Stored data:
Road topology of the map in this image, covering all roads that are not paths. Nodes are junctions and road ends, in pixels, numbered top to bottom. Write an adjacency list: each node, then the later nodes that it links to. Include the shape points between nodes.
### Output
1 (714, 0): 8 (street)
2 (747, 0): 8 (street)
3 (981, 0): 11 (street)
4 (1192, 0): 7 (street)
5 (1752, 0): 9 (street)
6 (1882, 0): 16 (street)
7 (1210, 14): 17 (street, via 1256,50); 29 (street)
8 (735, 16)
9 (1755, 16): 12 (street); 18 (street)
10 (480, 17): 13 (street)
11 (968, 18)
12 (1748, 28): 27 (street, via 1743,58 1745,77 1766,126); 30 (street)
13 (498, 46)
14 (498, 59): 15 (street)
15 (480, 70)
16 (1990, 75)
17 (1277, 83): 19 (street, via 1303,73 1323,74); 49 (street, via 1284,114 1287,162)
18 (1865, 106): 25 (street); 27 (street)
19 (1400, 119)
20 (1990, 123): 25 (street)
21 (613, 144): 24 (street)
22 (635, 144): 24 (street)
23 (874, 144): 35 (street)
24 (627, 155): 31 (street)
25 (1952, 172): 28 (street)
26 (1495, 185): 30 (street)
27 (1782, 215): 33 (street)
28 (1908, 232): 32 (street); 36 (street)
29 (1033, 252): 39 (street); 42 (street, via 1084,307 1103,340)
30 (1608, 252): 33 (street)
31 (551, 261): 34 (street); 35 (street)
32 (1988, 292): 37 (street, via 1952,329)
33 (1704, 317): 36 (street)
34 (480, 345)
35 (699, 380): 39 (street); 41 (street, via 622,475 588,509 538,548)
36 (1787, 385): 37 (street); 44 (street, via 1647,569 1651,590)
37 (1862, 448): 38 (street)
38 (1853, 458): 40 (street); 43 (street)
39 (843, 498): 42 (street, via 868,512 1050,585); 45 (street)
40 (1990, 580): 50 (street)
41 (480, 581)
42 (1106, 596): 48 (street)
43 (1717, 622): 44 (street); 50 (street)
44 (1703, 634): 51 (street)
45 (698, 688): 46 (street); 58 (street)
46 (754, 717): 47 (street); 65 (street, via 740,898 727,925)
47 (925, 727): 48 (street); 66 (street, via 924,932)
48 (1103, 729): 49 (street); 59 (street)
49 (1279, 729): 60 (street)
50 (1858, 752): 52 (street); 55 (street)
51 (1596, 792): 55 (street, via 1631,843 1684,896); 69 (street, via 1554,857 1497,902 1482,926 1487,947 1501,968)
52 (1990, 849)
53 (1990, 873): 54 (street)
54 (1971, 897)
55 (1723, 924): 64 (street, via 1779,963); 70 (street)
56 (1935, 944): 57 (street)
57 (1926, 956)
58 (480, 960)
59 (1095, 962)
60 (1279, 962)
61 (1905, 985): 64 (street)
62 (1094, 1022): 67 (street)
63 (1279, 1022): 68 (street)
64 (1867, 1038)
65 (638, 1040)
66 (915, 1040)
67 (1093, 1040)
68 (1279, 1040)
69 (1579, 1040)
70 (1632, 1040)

ASSIGNED TASK:
Print all the entries above. Keep each one exact.

RESPONSE TO THIS EXERCISE:
Road topology of the map in this image, covering all roads that are not paths. Nodes are junctions and road ends, in pixels, numbered top to bottom. Write an adjacency list: each node, then the later nodes that it links to. Include the shape points between nodes.
### Output
1 (714, 0): 8 (street)
2 (747, 0): 8 (street)
3 (981, 0): 11 (street)
4 (1192, 0): 7 (street)
5 (1752, 0): 9 (street)
6 (1882, 0): 16 (street)
7 (1210, 14): 17 (street, via 1256,50); 29 (street)
8 (735, 16)
9 (1755, 16): 12 (street); 18 (street)
10 (480, 17): 13 (street)
11 (968, 18)
12 (1748, 28): 27 (street, via 1743,58 1745,77 1766,126); 30 (street)
13 (498, 46)
14 (498, 59): 15 (street)
15 (480, 70)
16 (1990, 75)
17 (1277, 83): 19 (street, via 1303,73 1323,74); 49 (street, via 1284,114 1287,162)
18 (1865, 106): 25 (street); 27 (street)
19 (1400, 119)
20 (1990, 123): 25 (street)
21 (613, 144): 24 (street)
22 (635, 144): 24 (street)
23 (874, 144): 35 (street)
24 (627, 155): 31 (street)
25 (1952, 172): 28 (street)
26 (1495, 185): 30 (street)
27 (1782, 215): 33 (street)
28 (1908, 232): 32 (street); 36 (street)
29 (1033, 252): 39 (street); 42 (street, via 1084,307 1103,340)
30 (1608, 252): 33 (street)
31 (551, 261): 34 (street); 35 (street)
32 (1988, 292): 37 (street, via 1952,329)
33 (1704, 317): 36 (street)
34 (480, 345)
35 (699, 380): 39 (street); 41 (street, via 622,475 588,509 538,548)
36 (1787, 385): 37 (street); 44 (street, via 1647,569 1651,590)
37 (1862, 448): 38 (street)
38 (1853, 458): 40 (street); 43 (street)
39 (843, 498): 42 (street, via 868,512 1050,585); 45 (street)
40 (1990, 580): 50 (street)
41 (480, 581)
42 (1106, 596): 48 (street)
43 (1717, 622): 44 (street); 50 (street)
44 (1703, 634): 51 (street)
45 (698, 688): 46 (street); 58 (street)
46 (754, 717): 47 (street); 65 (street, via 740,898 727,925)
47 (925, 727): 48 (street); 66 (street, via 924,932)
48 (1103, 729): 49 (street); 59 (street)
49 (1279, 729): 60 (street)
50 (1858, 752): 52 (street); 55 (street)
51 (1596, 792): 55 (street, via 1631,843 1684,896); 69 (street, via 1554,857 1497,902 1482,926 1487,947 1501,968)
52 (1990, 849)
53 (1990, 873): 54 (street)
54 (1971, 897)
55 (1723, 924): 64 (street, via 1779,963); 70 (street)
56 (1935, 944): 57 (street)
57 (1926, 956)
58 (480, 960)
59 (1095, 962)
60 (1279, 962)
61 (1905, 985): 64 (street)
62 (1094, 1022): 67 (street)
63 (1279, 1022): 68 (street)
64 (1867, 1038)
65 (638, 1040)
66 (915, 1040)
67 (1093, 1040)
68 (1279, 1040)
69 (1579, 1040)
70 (1632, 1040)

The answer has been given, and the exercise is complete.